You are a lucky man to be so loved Brent. 

Well done gentlemen. And I thank you for making my day.


----------



## Guest (Apr 6, 2012)

LOL Johnpaul!!!!

Someone give this man a RG bump for me!!!


----------



## Michigan_Moose (Oct 11, 2011)

I gave him some.



Pale Horse said:


> LOL Johnpaul!!!!
> 
> Someone give this man a RG bump for me!!!


----------



## skfr518 (Jul 4, 2011)

likewise


----------



## skfr518 (Jul 4, 2011)

Brent how did the cookies turn out?


----------



## kapathy (Nov 20, 2010)

i think brent needs to rate this bomb because i think its hilarious


----------



## Sulli74 (Mar 23, 2012)

Very interesting lol.


----------



## Michigan_Moose (Oct 11, 2011)

And there is more!

From Brad SKfi518 comes





































Buried in the bottom of this nastly sticky oooy goooy stuff was










Then from Aaron my best buddy in the Azors comes these moose treats


----------



## Michigan_Moose (Oct 11, 2011)

Thanks guys, it was fun....LMAO, MUHAHAHAHAHAHAHAHAHA


----------



## Sulli74 (Mar 23, 2012)

Wow now that was a sticky situation lol


----------



## Johnpaul (Aug 15, 2011)

Too funny Brad FTW


----------



## TommyTree (Jan 7, 2012)

Glad that's all over now.


----------



## Guest (Apr 8, 2012)

Heh, you didn't happen to catch a whiff of those cupcakes did you?

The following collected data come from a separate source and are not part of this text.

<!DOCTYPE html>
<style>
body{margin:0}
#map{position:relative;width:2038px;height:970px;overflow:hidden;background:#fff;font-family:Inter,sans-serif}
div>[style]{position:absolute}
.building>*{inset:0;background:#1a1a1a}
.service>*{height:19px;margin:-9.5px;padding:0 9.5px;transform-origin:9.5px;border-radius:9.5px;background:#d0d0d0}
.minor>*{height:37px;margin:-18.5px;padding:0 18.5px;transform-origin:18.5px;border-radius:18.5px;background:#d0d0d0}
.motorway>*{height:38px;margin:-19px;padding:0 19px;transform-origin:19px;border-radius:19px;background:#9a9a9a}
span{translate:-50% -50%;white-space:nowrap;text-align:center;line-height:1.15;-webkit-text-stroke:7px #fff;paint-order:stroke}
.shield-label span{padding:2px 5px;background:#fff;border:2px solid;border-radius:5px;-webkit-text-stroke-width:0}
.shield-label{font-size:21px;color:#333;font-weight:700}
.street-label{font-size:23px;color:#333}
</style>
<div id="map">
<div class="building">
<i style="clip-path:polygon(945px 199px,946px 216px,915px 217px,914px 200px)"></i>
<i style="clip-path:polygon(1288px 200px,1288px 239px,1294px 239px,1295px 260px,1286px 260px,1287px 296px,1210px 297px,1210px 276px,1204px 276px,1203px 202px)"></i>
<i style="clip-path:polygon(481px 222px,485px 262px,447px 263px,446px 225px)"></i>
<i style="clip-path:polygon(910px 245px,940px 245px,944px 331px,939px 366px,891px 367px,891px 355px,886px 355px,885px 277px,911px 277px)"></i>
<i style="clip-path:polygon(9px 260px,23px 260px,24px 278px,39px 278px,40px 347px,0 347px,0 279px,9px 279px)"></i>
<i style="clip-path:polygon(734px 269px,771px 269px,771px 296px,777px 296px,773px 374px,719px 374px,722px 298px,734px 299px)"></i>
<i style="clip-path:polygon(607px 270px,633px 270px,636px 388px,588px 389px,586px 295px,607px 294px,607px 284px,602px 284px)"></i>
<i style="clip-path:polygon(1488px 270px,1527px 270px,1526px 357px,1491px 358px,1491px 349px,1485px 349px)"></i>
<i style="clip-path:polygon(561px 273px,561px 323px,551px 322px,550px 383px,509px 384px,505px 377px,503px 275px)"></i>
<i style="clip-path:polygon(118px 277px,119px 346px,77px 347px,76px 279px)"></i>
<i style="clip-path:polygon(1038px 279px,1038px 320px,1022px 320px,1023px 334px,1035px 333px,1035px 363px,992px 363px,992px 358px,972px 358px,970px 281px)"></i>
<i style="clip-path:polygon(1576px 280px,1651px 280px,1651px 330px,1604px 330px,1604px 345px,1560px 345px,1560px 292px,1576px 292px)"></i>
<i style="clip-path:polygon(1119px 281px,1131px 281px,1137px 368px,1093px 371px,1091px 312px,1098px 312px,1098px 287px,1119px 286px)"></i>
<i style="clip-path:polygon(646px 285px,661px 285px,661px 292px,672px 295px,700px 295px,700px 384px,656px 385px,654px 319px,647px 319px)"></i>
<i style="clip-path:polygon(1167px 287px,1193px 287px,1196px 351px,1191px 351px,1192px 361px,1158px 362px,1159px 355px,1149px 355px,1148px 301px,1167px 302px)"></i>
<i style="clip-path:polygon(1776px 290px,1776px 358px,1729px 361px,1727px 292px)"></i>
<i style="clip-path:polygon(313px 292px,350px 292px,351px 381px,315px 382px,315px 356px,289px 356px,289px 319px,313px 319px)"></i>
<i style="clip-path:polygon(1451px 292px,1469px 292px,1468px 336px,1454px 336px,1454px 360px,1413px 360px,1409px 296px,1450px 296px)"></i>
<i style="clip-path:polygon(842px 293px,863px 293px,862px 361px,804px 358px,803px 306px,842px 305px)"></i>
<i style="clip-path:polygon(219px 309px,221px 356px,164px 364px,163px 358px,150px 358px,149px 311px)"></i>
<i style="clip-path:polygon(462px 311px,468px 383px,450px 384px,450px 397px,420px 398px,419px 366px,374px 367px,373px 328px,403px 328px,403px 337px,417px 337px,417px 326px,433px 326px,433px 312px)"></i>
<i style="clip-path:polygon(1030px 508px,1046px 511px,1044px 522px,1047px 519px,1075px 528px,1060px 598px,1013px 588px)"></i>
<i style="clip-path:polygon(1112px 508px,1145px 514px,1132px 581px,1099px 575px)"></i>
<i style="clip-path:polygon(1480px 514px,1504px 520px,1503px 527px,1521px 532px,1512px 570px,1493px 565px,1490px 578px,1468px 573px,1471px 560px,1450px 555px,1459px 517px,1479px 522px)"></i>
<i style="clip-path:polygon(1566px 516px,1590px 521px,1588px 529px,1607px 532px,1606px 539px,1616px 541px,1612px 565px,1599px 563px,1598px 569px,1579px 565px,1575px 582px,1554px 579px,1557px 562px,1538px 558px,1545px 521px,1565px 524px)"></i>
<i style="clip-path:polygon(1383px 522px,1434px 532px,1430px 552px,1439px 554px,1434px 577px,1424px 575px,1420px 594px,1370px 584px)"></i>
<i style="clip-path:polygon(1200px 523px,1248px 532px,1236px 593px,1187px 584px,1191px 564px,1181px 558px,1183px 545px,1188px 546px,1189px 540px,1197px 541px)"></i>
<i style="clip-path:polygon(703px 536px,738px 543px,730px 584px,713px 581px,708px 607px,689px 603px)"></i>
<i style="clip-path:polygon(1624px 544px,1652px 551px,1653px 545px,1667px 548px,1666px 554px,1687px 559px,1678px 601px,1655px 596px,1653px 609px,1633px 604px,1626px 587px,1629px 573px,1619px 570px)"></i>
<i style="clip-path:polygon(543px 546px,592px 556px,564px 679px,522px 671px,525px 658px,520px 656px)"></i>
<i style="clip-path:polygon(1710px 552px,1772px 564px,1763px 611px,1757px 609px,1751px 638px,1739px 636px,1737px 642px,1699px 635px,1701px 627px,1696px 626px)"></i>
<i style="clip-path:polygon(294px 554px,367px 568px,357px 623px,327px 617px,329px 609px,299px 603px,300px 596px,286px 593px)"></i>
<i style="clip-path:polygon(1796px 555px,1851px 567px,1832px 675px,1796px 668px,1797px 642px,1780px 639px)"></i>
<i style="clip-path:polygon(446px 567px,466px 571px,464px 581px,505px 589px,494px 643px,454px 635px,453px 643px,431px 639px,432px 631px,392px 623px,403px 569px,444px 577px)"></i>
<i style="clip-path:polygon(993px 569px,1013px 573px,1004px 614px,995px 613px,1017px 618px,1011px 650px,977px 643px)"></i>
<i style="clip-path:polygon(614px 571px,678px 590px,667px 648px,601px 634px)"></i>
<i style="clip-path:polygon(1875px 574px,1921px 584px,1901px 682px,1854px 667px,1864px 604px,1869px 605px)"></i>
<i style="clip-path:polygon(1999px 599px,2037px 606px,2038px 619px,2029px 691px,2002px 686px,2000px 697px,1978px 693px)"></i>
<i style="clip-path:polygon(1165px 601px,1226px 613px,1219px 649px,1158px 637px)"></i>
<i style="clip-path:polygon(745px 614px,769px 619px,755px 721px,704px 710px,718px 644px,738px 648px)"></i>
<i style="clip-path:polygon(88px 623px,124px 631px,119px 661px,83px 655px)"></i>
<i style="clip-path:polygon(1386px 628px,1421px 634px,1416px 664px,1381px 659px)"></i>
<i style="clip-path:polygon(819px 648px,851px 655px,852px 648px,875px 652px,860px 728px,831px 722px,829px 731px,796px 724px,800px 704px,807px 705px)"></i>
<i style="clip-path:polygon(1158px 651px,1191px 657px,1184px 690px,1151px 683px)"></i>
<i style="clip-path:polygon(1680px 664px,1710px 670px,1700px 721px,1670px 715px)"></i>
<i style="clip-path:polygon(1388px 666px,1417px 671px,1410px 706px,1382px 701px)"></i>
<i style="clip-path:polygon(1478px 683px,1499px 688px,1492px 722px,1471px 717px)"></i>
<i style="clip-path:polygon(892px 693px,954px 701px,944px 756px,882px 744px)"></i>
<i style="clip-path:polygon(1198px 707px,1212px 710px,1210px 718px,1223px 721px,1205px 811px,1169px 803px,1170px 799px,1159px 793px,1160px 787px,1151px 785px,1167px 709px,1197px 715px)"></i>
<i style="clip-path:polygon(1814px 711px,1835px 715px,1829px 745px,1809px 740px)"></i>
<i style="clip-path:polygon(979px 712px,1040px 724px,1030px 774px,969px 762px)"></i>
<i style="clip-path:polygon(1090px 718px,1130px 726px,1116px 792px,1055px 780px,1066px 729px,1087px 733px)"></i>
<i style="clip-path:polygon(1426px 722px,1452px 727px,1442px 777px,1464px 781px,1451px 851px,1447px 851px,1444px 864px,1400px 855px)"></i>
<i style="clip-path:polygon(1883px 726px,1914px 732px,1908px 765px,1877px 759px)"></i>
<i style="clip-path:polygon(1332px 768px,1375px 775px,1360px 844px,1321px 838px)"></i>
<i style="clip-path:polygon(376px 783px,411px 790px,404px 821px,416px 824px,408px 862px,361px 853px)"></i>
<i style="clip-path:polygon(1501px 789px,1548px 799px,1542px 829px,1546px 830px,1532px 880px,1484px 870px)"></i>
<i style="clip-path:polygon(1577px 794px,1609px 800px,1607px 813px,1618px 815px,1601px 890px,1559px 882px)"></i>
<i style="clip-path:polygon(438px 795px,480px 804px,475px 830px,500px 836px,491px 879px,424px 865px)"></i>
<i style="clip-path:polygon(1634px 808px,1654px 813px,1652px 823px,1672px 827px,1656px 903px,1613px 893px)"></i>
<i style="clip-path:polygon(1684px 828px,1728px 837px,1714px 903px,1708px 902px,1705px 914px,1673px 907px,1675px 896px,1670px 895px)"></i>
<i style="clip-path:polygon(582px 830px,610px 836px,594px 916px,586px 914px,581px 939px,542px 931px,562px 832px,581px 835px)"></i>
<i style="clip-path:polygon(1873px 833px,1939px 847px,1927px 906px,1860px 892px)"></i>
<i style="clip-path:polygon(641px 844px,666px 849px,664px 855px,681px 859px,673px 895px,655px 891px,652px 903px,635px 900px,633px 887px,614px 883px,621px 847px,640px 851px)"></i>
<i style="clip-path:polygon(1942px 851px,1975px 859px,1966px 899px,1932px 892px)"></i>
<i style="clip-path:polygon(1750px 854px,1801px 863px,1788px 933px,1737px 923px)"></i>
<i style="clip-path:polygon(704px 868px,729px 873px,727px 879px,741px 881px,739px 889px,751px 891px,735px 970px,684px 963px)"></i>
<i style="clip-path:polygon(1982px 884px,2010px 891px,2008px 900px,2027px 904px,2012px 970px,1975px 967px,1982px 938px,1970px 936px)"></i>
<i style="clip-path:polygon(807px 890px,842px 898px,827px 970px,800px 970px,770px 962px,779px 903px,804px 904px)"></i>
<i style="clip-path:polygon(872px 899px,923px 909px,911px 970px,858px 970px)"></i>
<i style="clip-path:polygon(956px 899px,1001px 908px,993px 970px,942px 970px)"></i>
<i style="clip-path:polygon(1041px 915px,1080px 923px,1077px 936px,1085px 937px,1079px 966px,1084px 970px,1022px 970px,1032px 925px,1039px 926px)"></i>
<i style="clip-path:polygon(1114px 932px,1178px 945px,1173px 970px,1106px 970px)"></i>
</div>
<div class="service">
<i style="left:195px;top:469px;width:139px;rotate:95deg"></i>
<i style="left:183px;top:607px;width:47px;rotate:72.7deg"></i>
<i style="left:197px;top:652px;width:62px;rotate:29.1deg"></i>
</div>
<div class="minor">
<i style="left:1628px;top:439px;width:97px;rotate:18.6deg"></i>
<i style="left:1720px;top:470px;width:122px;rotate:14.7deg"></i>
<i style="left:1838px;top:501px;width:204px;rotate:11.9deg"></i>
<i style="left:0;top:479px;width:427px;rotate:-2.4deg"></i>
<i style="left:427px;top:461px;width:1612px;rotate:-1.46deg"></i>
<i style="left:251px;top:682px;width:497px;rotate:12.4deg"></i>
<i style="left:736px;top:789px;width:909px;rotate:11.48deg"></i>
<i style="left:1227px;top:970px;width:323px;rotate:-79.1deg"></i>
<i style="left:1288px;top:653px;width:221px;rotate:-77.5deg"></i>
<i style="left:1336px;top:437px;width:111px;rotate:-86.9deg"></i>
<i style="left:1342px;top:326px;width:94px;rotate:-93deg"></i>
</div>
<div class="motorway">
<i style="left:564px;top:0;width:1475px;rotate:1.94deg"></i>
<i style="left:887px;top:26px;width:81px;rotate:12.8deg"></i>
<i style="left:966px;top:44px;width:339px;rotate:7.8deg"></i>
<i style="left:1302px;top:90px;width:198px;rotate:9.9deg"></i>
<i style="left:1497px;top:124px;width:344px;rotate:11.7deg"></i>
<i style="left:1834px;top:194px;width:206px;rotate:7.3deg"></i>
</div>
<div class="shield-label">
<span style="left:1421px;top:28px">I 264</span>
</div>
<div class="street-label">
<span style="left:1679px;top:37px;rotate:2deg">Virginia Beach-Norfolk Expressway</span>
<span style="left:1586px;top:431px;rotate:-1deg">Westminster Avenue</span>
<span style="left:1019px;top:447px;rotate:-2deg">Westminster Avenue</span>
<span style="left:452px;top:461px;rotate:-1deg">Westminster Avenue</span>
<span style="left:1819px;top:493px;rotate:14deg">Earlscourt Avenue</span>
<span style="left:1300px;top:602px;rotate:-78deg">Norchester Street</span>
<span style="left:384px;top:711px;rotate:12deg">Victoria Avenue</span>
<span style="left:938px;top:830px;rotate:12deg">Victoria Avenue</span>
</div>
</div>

They had been sitting around here for a month, they smelled like armpit when I mailed them :hungry:


----------



## Macke (Aug 20, 2011)

Someone give brad RG for me, I have to spread it around a little


----------



## StogieNinja (Jul 29, 2009)

Done, macke. (EDIT: Crap, it won't let me either! Someone else hit Brad!)

One thing you can say about Brad, he sends amazing freaking sticks!

Another thing you can say about Brad is that he's one demented mofo!




Great hit, guys. Moose, you deserved it!


----------